Problem to solve →
Please repeat exactly the lines below from the one containing "ring mcp: (934, 964)" down to the one containing "wrist: (1256, 992)", both included, and nothing else.

Saved entries →
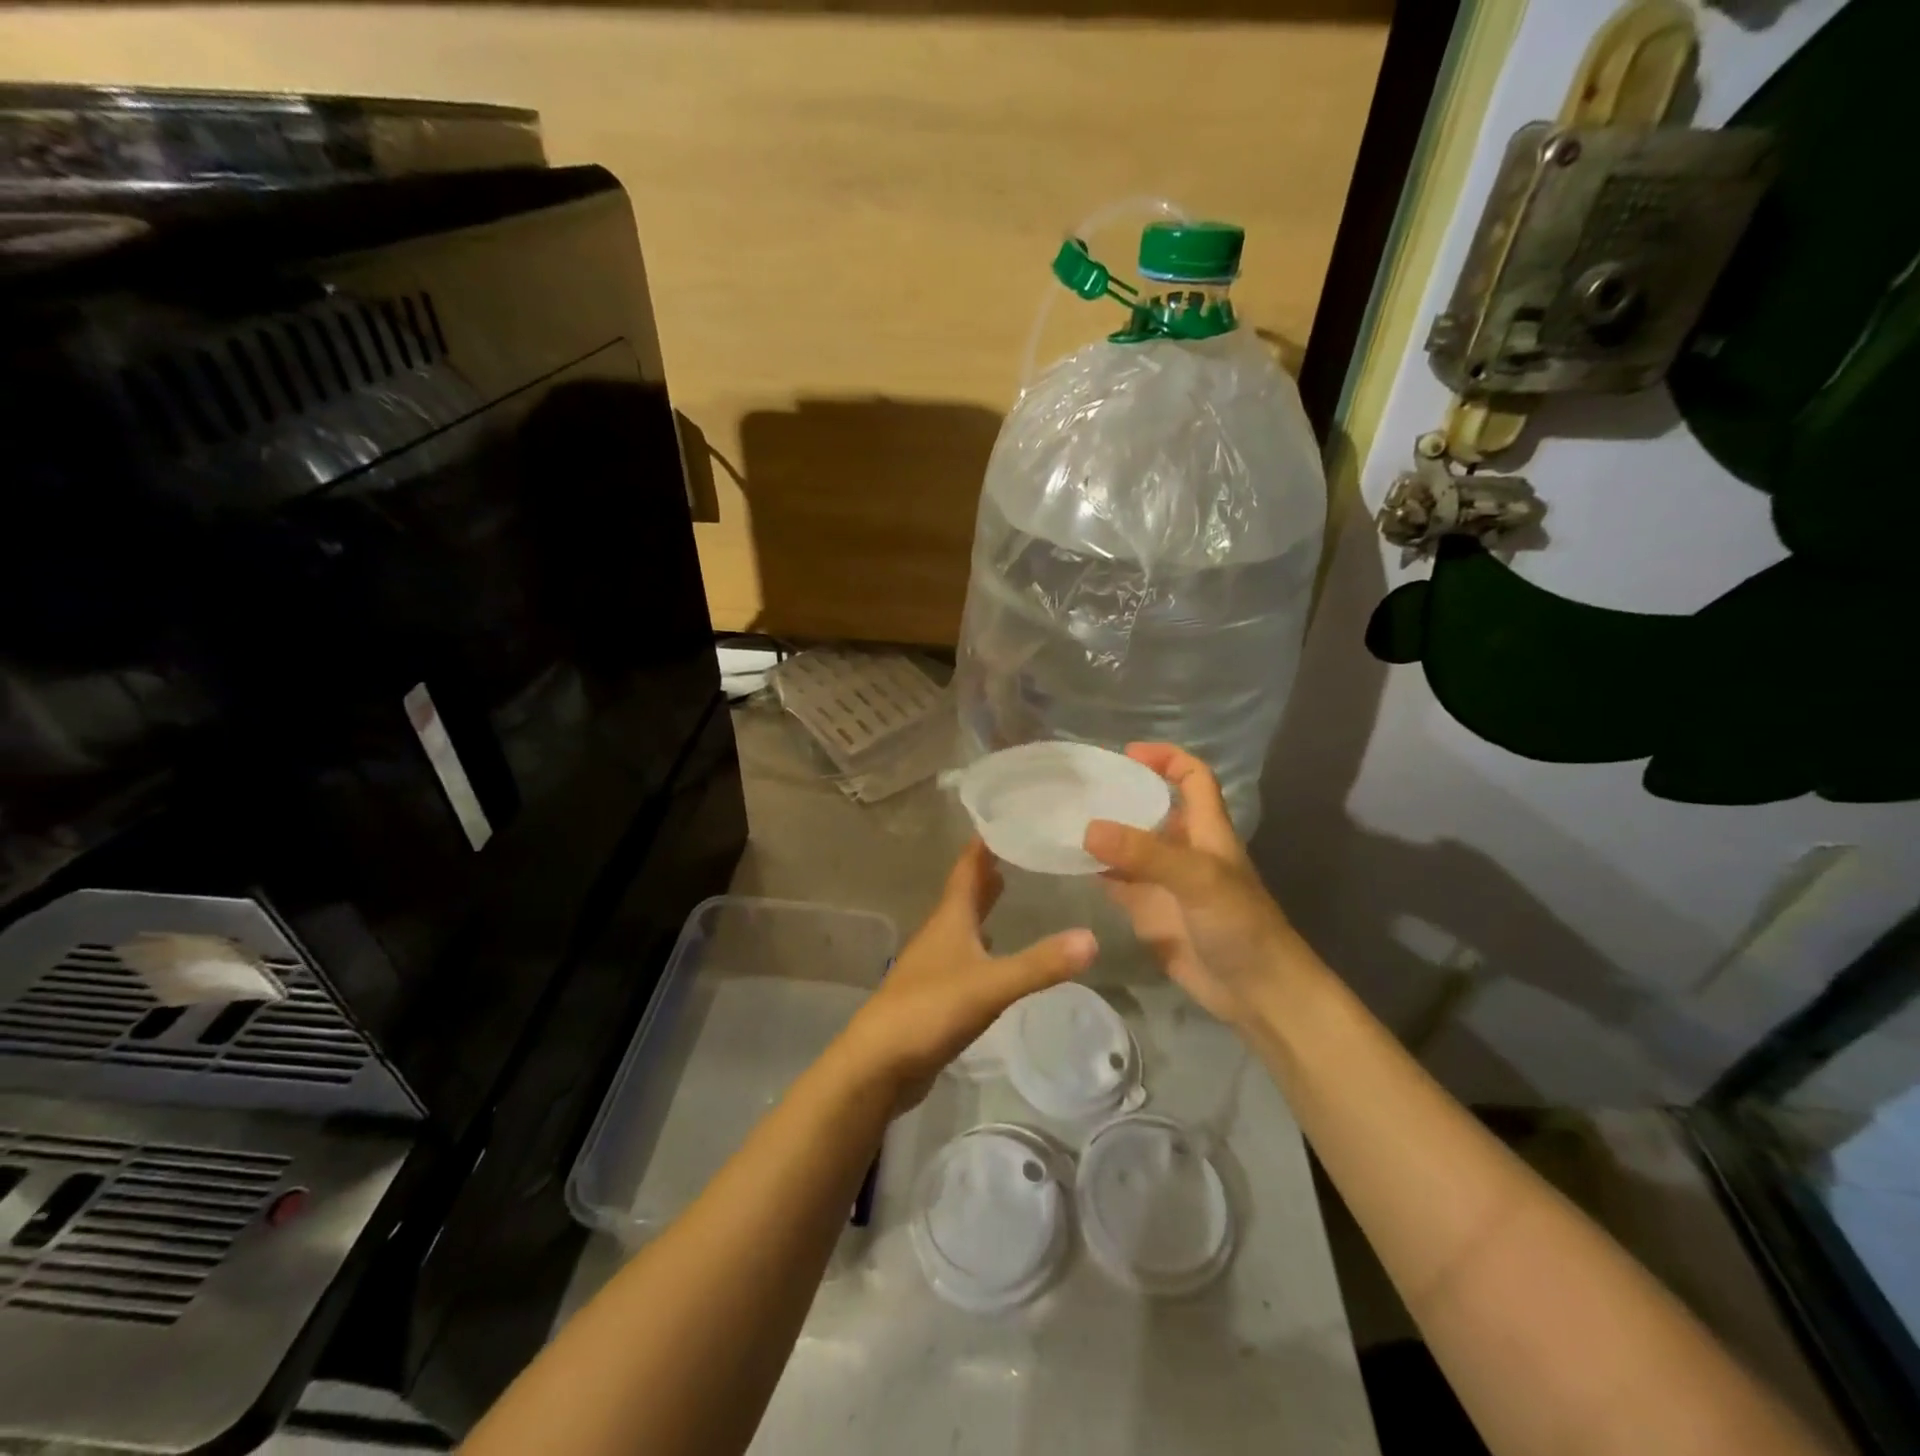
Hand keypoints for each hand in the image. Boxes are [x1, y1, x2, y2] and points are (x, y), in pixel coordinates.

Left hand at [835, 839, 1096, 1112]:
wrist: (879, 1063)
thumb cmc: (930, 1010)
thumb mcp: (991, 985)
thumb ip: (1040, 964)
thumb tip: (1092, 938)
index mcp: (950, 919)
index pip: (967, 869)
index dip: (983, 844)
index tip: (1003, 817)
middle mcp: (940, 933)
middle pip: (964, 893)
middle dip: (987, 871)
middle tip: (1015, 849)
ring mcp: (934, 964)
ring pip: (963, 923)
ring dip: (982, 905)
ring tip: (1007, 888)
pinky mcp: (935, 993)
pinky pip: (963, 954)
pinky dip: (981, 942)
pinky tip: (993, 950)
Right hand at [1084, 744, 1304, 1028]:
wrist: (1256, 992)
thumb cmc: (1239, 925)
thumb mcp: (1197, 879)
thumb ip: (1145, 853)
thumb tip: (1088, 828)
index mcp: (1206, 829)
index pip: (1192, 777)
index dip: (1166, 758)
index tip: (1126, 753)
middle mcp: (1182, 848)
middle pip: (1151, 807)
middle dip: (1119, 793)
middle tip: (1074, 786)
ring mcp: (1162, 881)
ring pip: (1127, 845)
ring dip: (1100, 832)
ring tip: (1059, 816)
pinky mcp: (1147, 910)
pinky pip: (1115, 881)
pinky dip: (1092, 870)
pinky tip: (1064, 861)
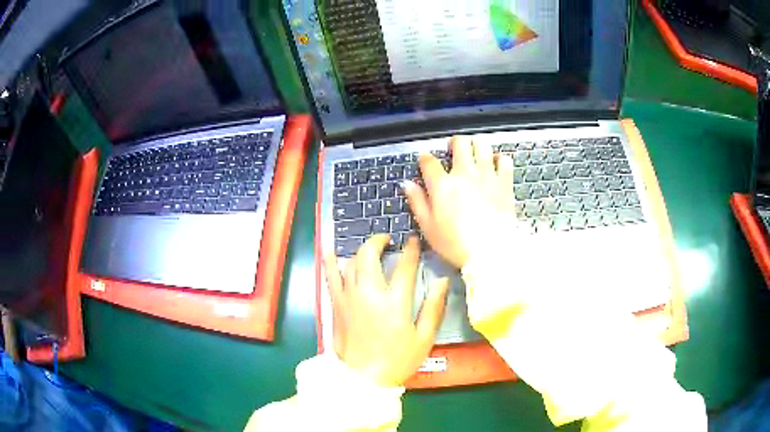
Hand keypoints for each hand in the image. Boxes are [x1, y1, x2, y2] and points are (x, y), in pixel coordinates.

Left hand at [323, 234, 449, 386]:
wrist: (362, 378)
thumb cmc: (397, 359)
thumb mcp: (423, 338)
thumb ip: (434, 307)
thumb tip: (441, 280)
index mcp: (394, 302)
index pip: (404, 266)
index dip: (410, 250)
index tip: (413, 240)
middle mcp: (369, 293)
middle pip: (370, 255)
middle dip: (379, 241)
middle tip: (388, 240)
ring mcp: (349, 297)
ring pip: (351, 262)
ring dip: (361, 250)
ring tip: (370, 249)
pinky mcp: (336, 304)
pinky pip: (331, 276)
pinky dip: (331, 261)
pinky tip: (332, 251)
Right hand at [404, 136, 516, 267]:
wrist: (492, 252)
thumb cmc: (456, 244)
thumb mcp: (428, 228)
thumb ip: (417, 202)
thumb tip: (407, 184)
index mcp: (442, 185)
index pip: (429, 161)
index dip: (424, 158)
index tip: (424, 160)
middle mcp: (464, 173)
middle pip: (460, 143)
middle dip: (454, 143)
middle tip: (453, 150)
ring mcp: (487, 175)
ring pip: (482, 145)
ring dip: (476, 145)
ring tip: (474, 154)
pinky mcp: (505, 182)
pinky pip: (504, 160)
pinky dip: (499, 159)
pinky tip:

Answer to the problem →
ring mcp: (934, 964)
ring pip: (963, 923)
ring dip: (982, 905)
ring tip: (1007, 888)
pinky mcp: (935, 993)
pinky pip: (963, 954)
pinky dip: (981, 942)
pinky tip: (993, 950)
Right hand at [1084, 744, 1304, 1028]:
wrist: (1256, 992)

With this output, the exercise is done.